Meer tranen biggelen over haar wangen. Haar hele lichaam zit onder de blauwe plekken. Ze wil er niet nog meer. De pijn kan ze niet van zich af wassen. Ze kan haar ogen niet sluiten en het vergeten. Het staat in haar ziel gegrift. Ze rilt van angst als ze denkt aan haar vader die het strijkijzer op haar rug of buik drukt.

‘Ik zal het nooit meer doen, papa,’ fluistert ze heel zachtjes met dichtgeknepen ogen. Krampachtig probeert ze haar tranen tegen te houden. Dat maakt hem alleen maar woedender. En daarom blijft ze zitten waar ze zit. Haar handen tegen haar gezicht gedrukt om haar snikken te smoren. De voetstappen komen steeds dichterbij. Ze houden stil voor de kelderkast. Ze duikt ineen als de deur opengerukt wordt. Wachten op de sterke armen die haar vastgrijpen. Wachten op de gruwelijke pijn. 

woensdag 12 maart 2014

Hemelse liefde

Het kwam ineens ter sprake op een feestje. Die mysterieuze schoonheid. Dat mooie kleurtje en de geur die er vanaf dampt. We hadden het over de spanning die eraan vooraf gaat. En één ding konden we concluderen: het is liefde.

Misschien is het de slagroom op de taart of is het ’t meest ondergewaardeerd in de rest van de wereld.

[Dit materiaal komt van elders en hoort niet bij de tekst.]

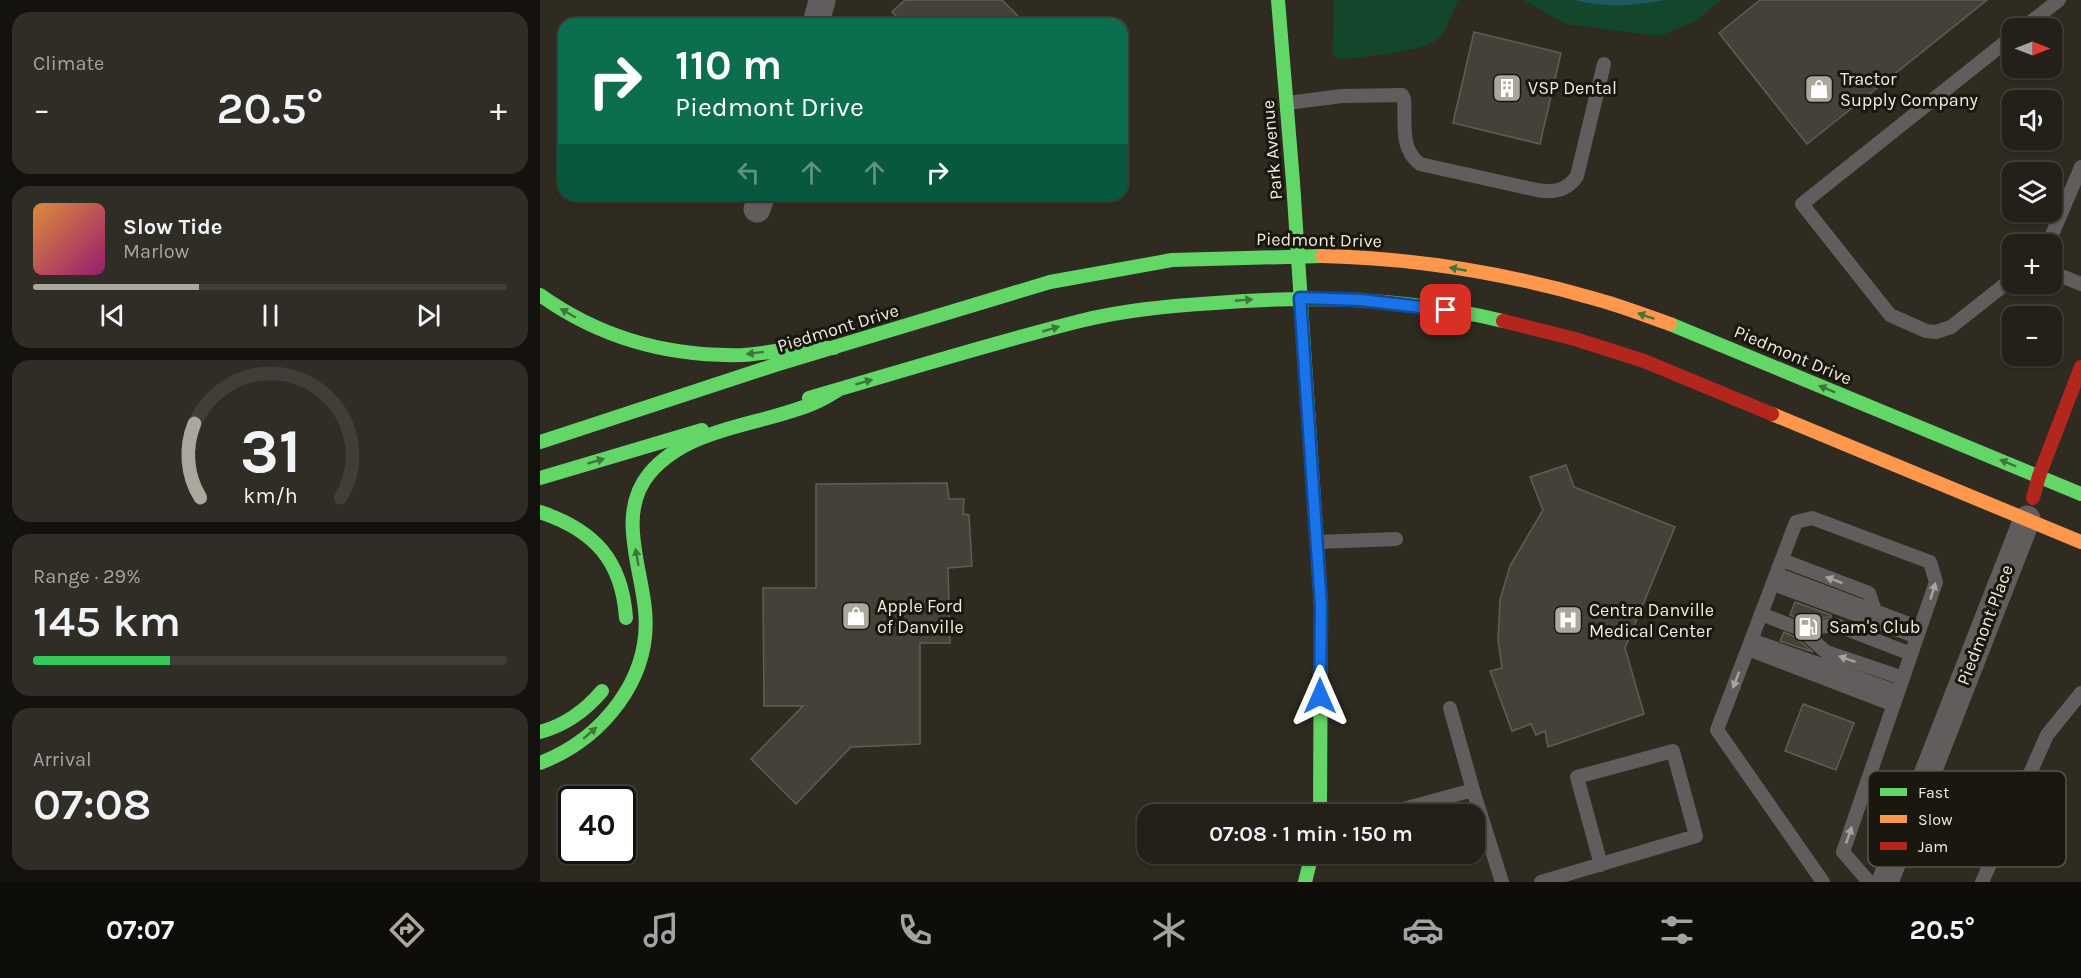 <!DOCTYPE html>
<html lang="en">
<head>
<meta charset="utf-8">
<style>
	:root { --surface:#232019; --page:#2f2d26; --text:#f1f3f6; --muted:#a3a3a2; --line:#403e38; --accent:#aba79c }
	body { margin:0; font-family:Karla,sans-serif; background:var(--page); color:var(--text); height:100vh; display:flex; flex-direction:column; font-size:22px; white-space:nowrap }
	* { box-sizing:border-box; margin:0 }
	p { font-size:20px; color:var(--muted) }
	.icon { flex:none; width:33px; height:33px; fill:none; stroke:currentColor; stroke-width:2; stroke-linecap:round; stroke-linejoin:round }
	.map { position:relative; flex:1; overflow:hidden }
	.side { display:flex; flex-direction:column; gap:12px; padding:12px; background:#13120e; width:540px }
	.side>* { flex:none }
	.hud { position:absolute; left:18px; top:18px; width:570px; height:183px; border-radius:18px; box-shadow:0 2px 4px #0004,0 0 0 2px var(--line); background:#0b6e4f; color:#fff; overflow:hidden }
	.needle { width:39px; rotate:90deg }
	.tools { position:absolute; left:1462px; top:18px; display:grid; gap:12px }
	.tools a { display:grid; place-items:center; width:60px; height:60px; border-radius:12px; background:var(--surface); box-shadow:0 2px 4px #0004,0 0 0 2px var(--line); font-size:30px }
	.speed { position:absolute; left:18px; top:786px; display:flex; gap:12px; font-size:30px; font-weight:700; text-align:center }
	.speed>* { display:grid; place-content:center; width:78px; height:78px; border-radius:50%; background:var(--surface); box-shadow:0 2px 4px #0004,0 0 0 2px var(--line); line-height:1 }
	.speed .limit { border:3px solid #111; border-radius:9px; background:#fff; color:#111 }
	.pin { position:absolute; display:grid; place-items:center; width:51px; height:51px; color:#fff; margin:-26px; border-radius:12px; box-shadow:0 3px 9px #0006 }
	.me { position:absolute; width:66px; margin:-33px; rotate:0deg; stroke-linejoin:round; filter:drop-shadow(0 0 4px #0008) }
	.turn { display:flex; align-items:center; gap:21px; height:126px; padding:0 18px; font-size:27px }
	.turn .icon { width:78px; height:78px; stroke-width:2.5 }
	.turn b { display:block; font-size:42px; line-height:51px }
	.lanes { display:flex; align-items:center; height:57px; padding:0 18px; background:#0003; justify-content:center; gap:30px; direction:ltr }
	.lanes .off { opacity:.35 }
	.big { font-size:45px; font-weight:600; line-height:1.1 }
	.side .card { flex:1; display:flex; flex-direction:column; justify-content:center; gap:9px; min-width:0; padding:0 21px; border-radius:18px; background:var(--page) }
	.side .dial { align-items:center; gap:0 }
	.dial svg { height:156px; overflow:visible; fill:none; stroke:var(--line); stroke-width:7; stroke-linecap:round; text-anchor:middle }
	.dial text { fill:var(--text); stroke:none }
	.song { display:flex; align-items:center; gap:18px }
	.cover { width:72px; height:72px; border-radius:9px; background:linear-gradient(135deg,hsl(30 70% 55%),hsl(320 70% 35%)) }
	.played { height:6px; border-radius:3px; background:linear-gradient(90deg,var(--accent) 35%,var(--line) 35%) }
	.keys { display:flex; justify-content:space-around; direction:ltr }
	.heat { display:flex; justify-content:space-between; align-items:center; font-size:33px; direction:ltr }
	.charge { height:9px; border-radius:4px; background:linear-gradient(90deg,#34c759 29%,var(--line) 0) }
	.trip { position:absolute; left:597px; top:804px; width:348px; height:60px; border-radius:18px; background:var(--surface); box-shadow:0 2px 4px #0004,0 0 0 2px var(--line); font-weight:600; line-height:60px; text-align:center }
	.tab-bar { display:flex; height:96px; justify-content:space-around; align-items:center; background:#0e0d0a; color:var(--muted) }
	.tab-bar .icon { width:42px; height:42px }
	.tab-bar .selected { color:var(--accent) }
	.tab-bar b { font-size:27px; color:var(--text) }
	main { display:flex; flex:1; min-height:0 }
	.map>svg:first-child { display:block }
</style>
</head>
<body>
<main>
<section class="side">
<div class="card"><p>Climate</p>
<div class="heat"><a>−</a><b class="big">20.5°</b><a>+</a></div>
</div>
<div class="card">
<div class="song"><i class="cover"></i><div><b>Slow Tide</b><p>Marlow</p></div></div>
<div class="played"></div>
<div class="keys"><svg class="icon" aria-label="previous" viewBox="0 0 24 24"><path d="M18 5L8 12l10 7zM5 5v14"/></svg><svg class="icon" aria-label="pause" viewBox="0 0 24 24"><path d="M8 5v14M16 5v14"/></svg><svg class="icon" aria-label="next" viewBox="0 0 24 24"><path d="M6 5l10 7-10 7zM19 5v14"/></svg></div>
</div>
<div class="card dial"><svg viewBox="0 0 100 80">
<path d="M14 69A42 42 0 1 1 86 69"/>
<path d="M14 69A42 42 0 0 1 11 31" stroke="#aba79c"/>
<text x="50" y="56" font-size="32" font-weight="700">31</text>
<text x="50" y="72" font-size="11">km/h</text>
</svg></div>
<div class="card"><p>Range · 29%</p><b class="big">145 km</b><div class="charge"></div></div>
<div class="card"><p>Arrival</p><b class="big">07:08</b></div>
</section>
<div class="map">
<svg width="1541" height="882" viewBox="0 0 1541 882">
	<rect width="100%" height="100%" fill="#2f2b21"/>
	<path fill="#12472b" d="M 794,0 L 918,0 C 913,13 908,27 899,38 C 885,53 821,56 799,60 L 793,55 Z
		M 983,0 L 1181,0 L 1156,21 L 1119,36 L 1025,24 Z"/>
	<path fill="#205860" d="M 1035,0 L 1125,0 C 1095,6 1064,8 1035,0 Z"/>
	<path fill="#444138" stroke="#605d54" stroke-width="1.5" d="M 365,0 L 462,0 L 486,24 L 363,24 L 352,12 Z
		M 1220,0 L 1447,0 L 1267,144 L 1179,33 Z
		M 934,32 L 1021,53 L 1000,144 L 913,123 Z
		M 1026,465 L 1034,487 L 1135,527 L 1085,648 L 1104,714 L 1008,747 L 1005,731 L 996,735 L 991,724 L 972,731 L 950,671 L 962,668 L 958,640 L 960,600 L 970,566 L 1003,510 L 990,477 Z
		M 407,483 L 409,499 L 424,499 L 423,514 L 429,515 L 432,566 L 408,568 L 410,643 L 380,643 L 380,744 L 311,747 L 256,804 L 211,759 L 263,706 L 224,706 L 223,588 L 276,588 L 276,484 Z
		M 1255,602 L 1291,615 L 1291,617 L 1261,620 L 1250,615 Z
		M 1244,632 L 1255,637 L 1273,652 L 1240,641 Z
		M 1263,704 L 1314,723 L 1296,770 L 1245,751 Z"/>
	<g fill="none" stroke-linecap="round" stroke-linejoin="round">
		<path stroke="#615d5c" stroke-width="14" d="M 1483,28 L 1519,0
			M 1473,36 L 1262,204 L 1350,315 L 1386,331 L 1396,332 L 1411,327 L 1473,278
			M 747,103 L 802,96 L 862,95 L 864,99 C 866,122 859,148 880,164 L 997,190 C 1013,193 1027,191 1037,176 L 1064,64
			M 1508,244 L 1541,167
			M 1512,272 L 1541,284
			M 777,542 L 856,539
			M 1242,560 L 1329,593 L 1335,611
			M 1236,574 L 1380,628
			M 1233,584 L 1377,637
			M 1221,614 L 1260,629 L 1286,652 L 1363,678
			M 1260,629 L 1296,625 L 1371,654
			M 1211,640 L 1358,692
			M 1208,649 L 1354,705
			M 910,708 L 933,790
			M 845,814 L 933,790 L 962,882
			M 1001,882 L 1156,836 L 1133,751 L 1037,777 L 1061,865
			M 1283,882 L 1177,730 L 1256,522 L 1272,518 L 1390,562 L 1396,582 L 1303,852 L 1329,882
			M 1442,882 L 1507,735 L 1541,693"/>
		<path stroke="#615d5c" stroke-width="27" d="M 276,24 L 282,0
			M 217,209 L 222,195
			M 1345,882 L 1487,519"/>
		<path stroke="#63d668" stroke-width="14" d="M 738,0 L 753,182 L 781,606 L 780,814
			M 0,295 C 60,338 129,357 203,355 C 221,354 239,350 257,348 C 269,347 282,348 294,348
			M 1130,324 L 1541,494
			M 269,398 C 359,372 449,344 540,321 C 584,310 629,306 675,303 C 771,295 869,298 963,321
			M 0,442 L 235,365 L 510,282 L 632,260 L 782,256
			M 0,478 L 162,430
			M 0,512 C 54,530 82,560 86,618
			M 0,732 C 26,725 45,711 62,691
			M 0,763 C 62,739 112,679 105,610 C 101,566 77,513 109,474 C 149,426 221,426 274,403 C 283,400 290,395 298,390
			M 765,882 L 772,854"/>
		<path stroke="#ff974d" stroke-width="14" d="M 782,256 C 873,258 965,273 1052,298 C 1079,305 1104,315 1130,324
			M 1232,414 L 1541,542"/>
		<path stroke="#b3261e" stroke-width="14" d="M 963,321 L 1035,339 L 1104,361 L 1232,414
			M 1493,498 L 1499,476 L 1541,367"/>
	</g>
	<defs><path id="oneway-solid" d="M-6-.8H1V-3.2L6.5 0L1 3.2V.8H-6Z" transform="scale(1.5)"/></defs>
	<g fill="#3e763b">
		<use href="#oneway-solid" transform="translate(918 269) rotate(-169)"/>
		<use href="#oneway-solid" transform="translate(704 300) rotate(-5)"/>
		<use href="#oneway-solid" transform="translate(28 313) rotate(-150)"/>
		<use href="#oneway-solid" transform="translate(1106 316) rotate(-161)"/>
		<use href="#oneway-solid" transform="translate(511 329) rotate(-16)"/>
		<use href="#oneway-solid" transform="translate(215 353) rotate(173)"/>
		<use href="#oneway-solid" transform="translate(324 382) rotate(-16)"/>
		<use href="#oneway-solid" transform="translate(1287 389) rotate(-157)"/>
		<use href="#oneway-solid" transform="translate(56 461) rotate(-17)"/>
		<use href="#oneway-solid" transform="translate(1468 463) rotate(-157)"/>
		<use href="#oneway-solid" transform="translate(97 557) rotate(-100)"/>
		<use href="#oneway-solid" transform="translate(50 733) rotate(-41)"/>
	</g>
	<g fill="#a8a49d">
		<use href="#oneway-solid" transform="translate(1294 580) rotate(-159)"/>
		<use href="#oneway-solid" transform="translate(1393 591) rotate(-73)"/>
		<use href="#oneway-solid" transform="translate(1307 659) rotate(-161)"/>
		<use href="#oneway-solid" transform="translate(1196 680) rotate(111)"/>
		<use href="#oneway-solid" transform="translate(1309 835) rotate(-71)"/>
	</g>
	<g fill="none" stroke-linecap="round" stroke-linejoin="round">
		<g stroke="#114b97" stroke-width="15">
			<path id="route" d="M 780,696 L 781,606 L 760,298 L 821,300 L 906,310"/>
		</g>
		<use href="#route" stroke="#1a73e8" stroke-width="10"/>
	</g>
	<defs>
		<g id="building-square" transform="scale(1.5)"><rect x="-9" y="-9" width="18" height="18" rx="4" fill="#aba79c" stroke="#1a170e"/><path d="M-4-6H4V6H1V3H-1V6H-4ZM-2.5-4.3h1.7v1.8h-1.7ZM.8-4.3h1.7v1.8H.8ZM-2.5-1h1.7V.8h-1.7ZM.8-1h1.7V.8H.8Z" fill="#fff"/></g>
		<g id="shop-square" transform="scale(1.5)"><rect x="-9" y="-9" width="18" height="18" rx="4" fill="#aba79c" stroke="#1a170e"/><path d="M-5-2.5h2.3a2.7 3.5 0 0 1 5.4 0H5L5.5 6h-11ZM-1.5-2.5h3a1.5 2.3 0 0 0-3 0Z" fill="#fff"/></g>
		<g id="hospital-square" transform="scale(1.5)"><rect x="-9" y="-9" width="18" height="18" rx="4" fill="#aba79c" stroke="#1a170e"/><path d="M-5-5h3v3.5h4V-5h3V5h-3V1.5h-4V5h-3Z" fill="#fff"/></g>
		<g id="fuel-square" transform="scale(1.5)"><rect x="-9" y="-9" width="18" height="18" rx="4" fill="#aba79c" stroke="#1a170e"/><path d="M-5.5-6h7V0h2V4h1.3V-2.5L3-4.5l.8-.8L6-3V5H2.5V1h-1V6h-7ZM-4.2-4.7v3.2H.2V-4.7Z" fill="#fff"/></g>
	</defs>
	<g fill-rule="evenodd">
		<use href="#building-square" x="967" y="88"/>
		<use href="#shop-square" x="1279" y="89"/>
		<use href="#shop-square" x="316" y="616"/>
		<use href="#hospital-square" x="1028" y="620"/>
		<use href="#fuel-square" x="1268" y="627"/>
	</g>
	<g text-anchor="middle" stroke-width="6" stroke-linejoin="round" paint-order="stroke">
		<g font-size="18" fill="#eeeade" stroke="#1a170e" text-anchor="start">
			<text x="1300" y="85">Tractor<tspan x="1300" dy="21">Supply Company</tspan></text>
			<text x="988" y="94">VSP Dental</text>
			<text x="337" y="612">Apple Ford<tspan x="337" dy="21">of Danville</tspan></text>
			<text x="1049" y="616">Centra Danville<tspan x="1049" dy="21">Medical Center</tspan></text>
			<text x="1289" y="633">Sam's Club</text>
		</g>
		<g font-size="18" fill="#eeeade" stroke="#1a170e">
			<text transform="translate(732 150) rotate(-95)" y="6">Park Avenue</text>
			<text transform="translate(779 240) rotate(1)" y="6">Piedmont Drive</text>
			<text transform="translate(298 328) rotate(-17)" y="6">Piedmont Drive</text>
			<text transform="translate(1253 355) rotate(23)" y="6">Piedmont Drive</text>
			<text transform="translate(1445 625) rotate(-69)" y="6">Piedmont Place</text>
		</g>
	</g>
	<rect x="1328" y="771" width="198" height="96" rx="9" fill="#1a170e" stroke="#5a564c" stroke-width="1.5"/>
	<rect x="1340" y="788" width="27" height="8" fill="#63d668"/>
	<rect x="1340" y="815" width="27" height="8" fill="#ff974d"/>
	<rect x="1340" y="842" width="27" height="8" fill="#b3261e"/>
	<g font-size="16" fill="#eeeade">
		<text x="1378" y="798">Fast</text>
		<text x="1378" y="825">Slow</text>
		<text x="1378" y="852">Jam</text>
	</g>
</svg>
<div class="tools">
<a><svg class="needle" viewBox="-14 -14 28 28"><path d="M0-13l5 13h-10z" fill="#e53935"/><path d="M0 13l5-13h-10z" fill="#a3a3a2"/></svg></a>
<a><svg class="icon" aria-label="sound" viewBox="0 0 24 24"><path d="M4 9h4l5-4v14l-5-4H4zM17 9q2 3 0 6"/></svg></a>
<a><svg class="icon" aria-label="layers" viewBox="0 0 24 24"><path d="M12 4l9 5-9 5-9-5zM3 14l9 5 9-5"/></svg></a>
<a>+</a>
<a>−</a>
</div>
<div class="speed"><div class="limit">40</div></div>
<div class="pin" style="left:906px;top:310px;background:#d93025"><svg class="icon" aria-label="arrive" viewBox="0 0 24 24"><path d="M6 21V4h12l-3 4 3 4H6"/></svg></div>
<svg class="me" style="left:780px;top:696px" viewBox="-20 -20 40 40"><path d="M0-17L14 15 0 8-14 15z" fill="#1a73e8" stroke="#fff" stroke-width="4"/></svg>
<div class="trip">07:08 · 1 min · 150 m</div>
<div class="hud">
<div class="turn"><svg class="icon" aria-label="right" viewBox="0 0 24 24"><path d="M7 20v-9h11M14 6l5 5-5 5"/></svg><div><b>110 m</b>Piedmont Drive</div></div>
<div class="lanes"><svg class="icon off" aria-label="left" viewBox="0 0 24 24"><path d="M17 20v-9H6M10 6l-5 5 5 5"/></svg><svg class="icon off" aria-label="ahead" viewBox="0 0 24 24"><path d="M12 20V5M6 11l6-6 6 6"/></svg><svg class="icon off" aria-label="ahead" viewBox="0 0 24 24"><path d="M12 20V5M6 11l6-6 6 6"/></svg><svg class="icon" aria-label="right" viewBox="0 0 24 24"><path d="M7 20v-9h11M14 6l5 5-5 5"/></svg></div>
</div>
</div>
</main>
<nav class="tab-bar">
<b>07:07</b>
<svg class="icon selected" aria-label="directions" viewBox="0 0 24 24"><path d="M12 3l9 9-9 9-9-9zM9 14v-3h6M13 9l2 2-2 2"/></svg>
<svg class="icon" aria-label="music" viewBox="0 0 24 24"><path d="M9 18V5l10-2v13"/><circle cx="6" cy="18" r="3"/><circle cx="16" cy="16" r="3"/></svg>
<svg class="icon" aria-label="phone" viewBox="0 0 24 24"><path d="M5 4h4l2 5-3 2q2 4 5 5l2-3 5 2v4C11 20 4 13 5 4z"/></svg>
<svg class="icon" aria-label="climate" viewBox="0 0 24 24"><path d="M12 3v18M4 7l16 10M4 17L20 7"/></svg>
<svg class="icon" aria-label="car" viewBox="0 0 24 24"><path d="M5 17H2v-5l4-1 3-4h7l3 4 3 1v5h-3M9 17h6M6 11h13"/><circle cx="7" cy="17" r="2"/><circle cx="17" cy="17" r="2"/></svg>
<svg class="icon" aria-label="filters" viewBox="0 0 24 24"><path d="M4 7h16M4 17h16"/><circle cx="9" cy="7" r="2"/><circle cx="15" cy="17" r="2"/></svg>
<b>20.5°</b>
</nav>
</body>
</html>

Alleen hier, in Nederland, voelen we de liefde. Het heeft iets. Misschien is het de x-factor waar we het zo vaak over hebben. Nu kan het dan wel niet zingen, maar het is zo veel meer. Er bungelt een groot stuk cultuur aan. En dat is best bijzonder, want het is eigenlijk afval. En toch zijn wij er zo trots op. Het werd voor de Olympische Spelen ingevlogen. Alleen maar voor zo’n klein stukje Nederland.

Liefde voor die gerimpelde bruine huid. Soms slap, soms sterk. Groot, dan weer klein. De een wil er maar eentje en de ander gerust twaalf. Met een glas melk of toch een glas bier. Een klodder mayonaise of curry met uitjes. In de frituurpan of op de barbecue. Het kan allemaal en dat is het mooie aan dit stukje Hollandse glorie. Het is de afsluiter na een avond stappen. De bierwalm wordt verdreven met dit stukje vlees. Een vleeswalm blijft over. De liefde voor dit stukje vlees is mij met de paplepel ingegoten. Je weet waar ik het over heb hè. Al die afvalresten op een grote hoop gekwakt en in een machine gestopt. En uiteindelijk komt daar dit stukje hemel uit. De enige echte frikandel.

Binnenkort is bij mijn oom in het dorpshuis weer de enige echte frikandelleneetwedstrijd waar ik het dan bij een à twee hou, maar de regerend kampioen er gerust een stuk of tien naar binnen werkt. Ik vind het knap, maar weet je? Ik kan ook niet zonder die enige echte frikandel.